MOLFETTA - 4,6 milioni di euro di debiti fuori bilancio. E' questo il frutto della cattiva politica degli anni “azzolliniani”, un macigno che l'amministrazione si è subito fatta carico di rimuovere, con non pochi sforzi, ma che deve fungere da monito per tutti i cittadini: superficialità e mancanza di progettualità hanno sempre un prezzo che prima o poi bisogna pagare.
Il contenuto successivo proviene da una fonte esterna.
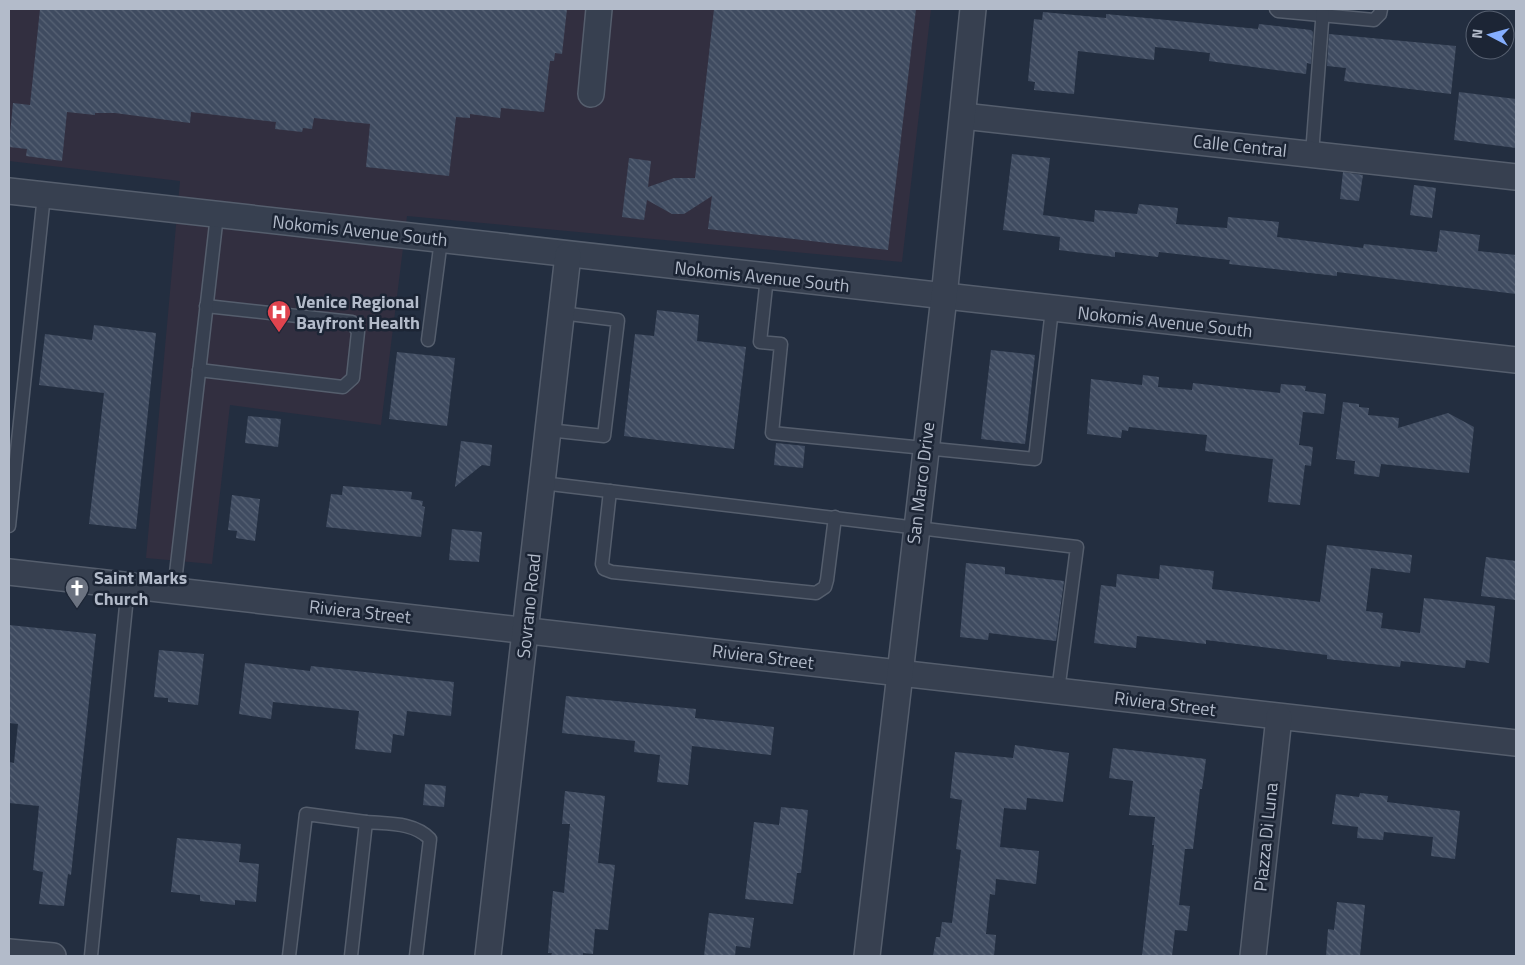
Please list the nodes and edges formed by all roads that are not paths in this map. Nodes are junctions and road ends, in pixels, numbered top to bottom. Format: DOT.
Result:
graph roads {
  1 [pos="599,9"];
  2 [pos="973,9"];
  3 [pos="1276,9"];
  4 [pos="1381,9"];
  5 [pos="1322,12"];
  6 [pos="591,94"];
  7 [pos="963,116"];
  8 [pos="1312,154"];
  9 [pos="1516,177"];
  10 [pos="9,192"];
  11 [pos="44,195"];
  12 [pos="216,215"];
  13 [pos="441,240"];
  14 [pos="568,255"];
  15 [pos="767,277"];
  16 [pos="944,297"];
  17 [pos="206,306"];
  18 [pos="1052,309"];
  19 [pos="561,313"];
  20 [pos="428,340"];
  21 [pos="1516,360"];
  22 [pos="199,370"];
  23 [pos="548,430"];
  24 [pos="925,447"];
  25 [pos="542,483"];
  26 [pos="610,491"];
  27 [pos="835,517"];
  28 [pos="9,526"];
  29 [pos="915,527"];
  30 [pos="9,572"];
  31 [pos="128,586"];
  32 [pos="174,591"];
  33 [pos="526,630"];
  34 [pos="899,673"];
  35 [pos="1058,691"];
  36 [pos="1279,717"];
  37 [pos="1516,743"];
  38 [pos="366,822"];
  39 [pos="9,952"];
  40 [pos="53,956"];
  41 [pos="91,956"];
  42 [pos="289,956"];
  43 [pos="351,956"];
  44 [pos="416,956"];
  45 [pos="488,956"];
  46 [pos="866,956"];
  47 [pos="1252,956"];
  1 -- 6 [label="street"];
  2 -- 7 [label="street, San Marco Drive"];
  3 -- 5 [label="lane"];
  4 -- 5 [label="lane"];
  5 -- 8 [label="lane"];
  7 -- 8 [label="street, Calle Central"];
  7 -- 16 [label="street, San Marco Drive"];
  8 -- 9 [label="street, Calle Central"];
  10 -- 11 [label="street, Nokomis Avenue South"];
  11 -- 12 [label="street, Nokomis Avenue South"];
  11 -- 28 [label="lane"];
  12 -- 13 [label="street, Nokomis Avenue South"];
  12 -- 17 [label="lane"];
  13 -- 14 [label="street, Nokomis Avenue South"];
  13 -- 20 [label="lane"];
  14 -- 15 [label="street, Nokomis Avenue South"];
  14 -- 19 [label="street, Sovrano Road"];
  15 -- 16 [label="street, Nokomis Avenue South"];
  15 -- 24 [label="lane"];
  16 -- 18 [label="street, Nokomis Avenue South"];
  16 -- 24 [label="street, San Marco Drive"];
  17 -- 22 [label="lane"];
  17 -- 22 [label="lane"];
  18 -- 21 [label="street, Nokomis Avenue South"];
  18 -- 24 [label="lane"];
  19 -- 23 [label="street, Sovrano Road"];
  19 -- 23 [label="lane"];
  22 -- 32 [label="lane"];
  23 -- 25 [label="street, Sovrano Road"];
  24 -- 29 [label="street, San Marco Drive"];
  25 -- 26 [label="lane"];
  25 -- 33 [label="street, Sovrano Road"];
  26 -- 27 [label="lane"];
  26 -- 27 [label="lane"];
  27 -- 29 [label="lane"];
  29 -- 34 [label="street, San Marco Drive"];
  29 -- 35 [label="lane"];
  30 -- 31 [label="street, Riviera Street"];
  31 -- 32 [label="street, Riviera Street"];
  31 -- 41 [label="lane"];
  32 -- 33 [label="street, Riviera Street"];
  33 -- 34 [label="street, Riviera Street"];
  33 -- 45 [label="street, Sovrano Road"];
  34 -- 35 [label="street, Riviera Street"];
  34 -- 46 [label="street, San Marco Drive"];
  35 -- 36 [label="street, Riviera Street"];
  36 -- 37 [label="street, Riviera Street"];
  36 -- 47 [label="street, Piazza Di Luna"];
  38 -- 42 [label="lane"];
  38 -- 43 [label="lane"];
  38 -- 44 [label="lane"];
  39 -- 40 [label="street"];
}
Davanti a un'opposizione imbarazzante, ridotta ai minimi termini numerici (solo 4 consiglieri su 8 presenti e spesso fuori dall'aula, vedi foto), l'amministrazione ha riconosciuto ufficialmente il fardello finanziario lasciato in eredità dalla dissennata amministrazione dell’ex sindaco sen. Antonio Azzollini.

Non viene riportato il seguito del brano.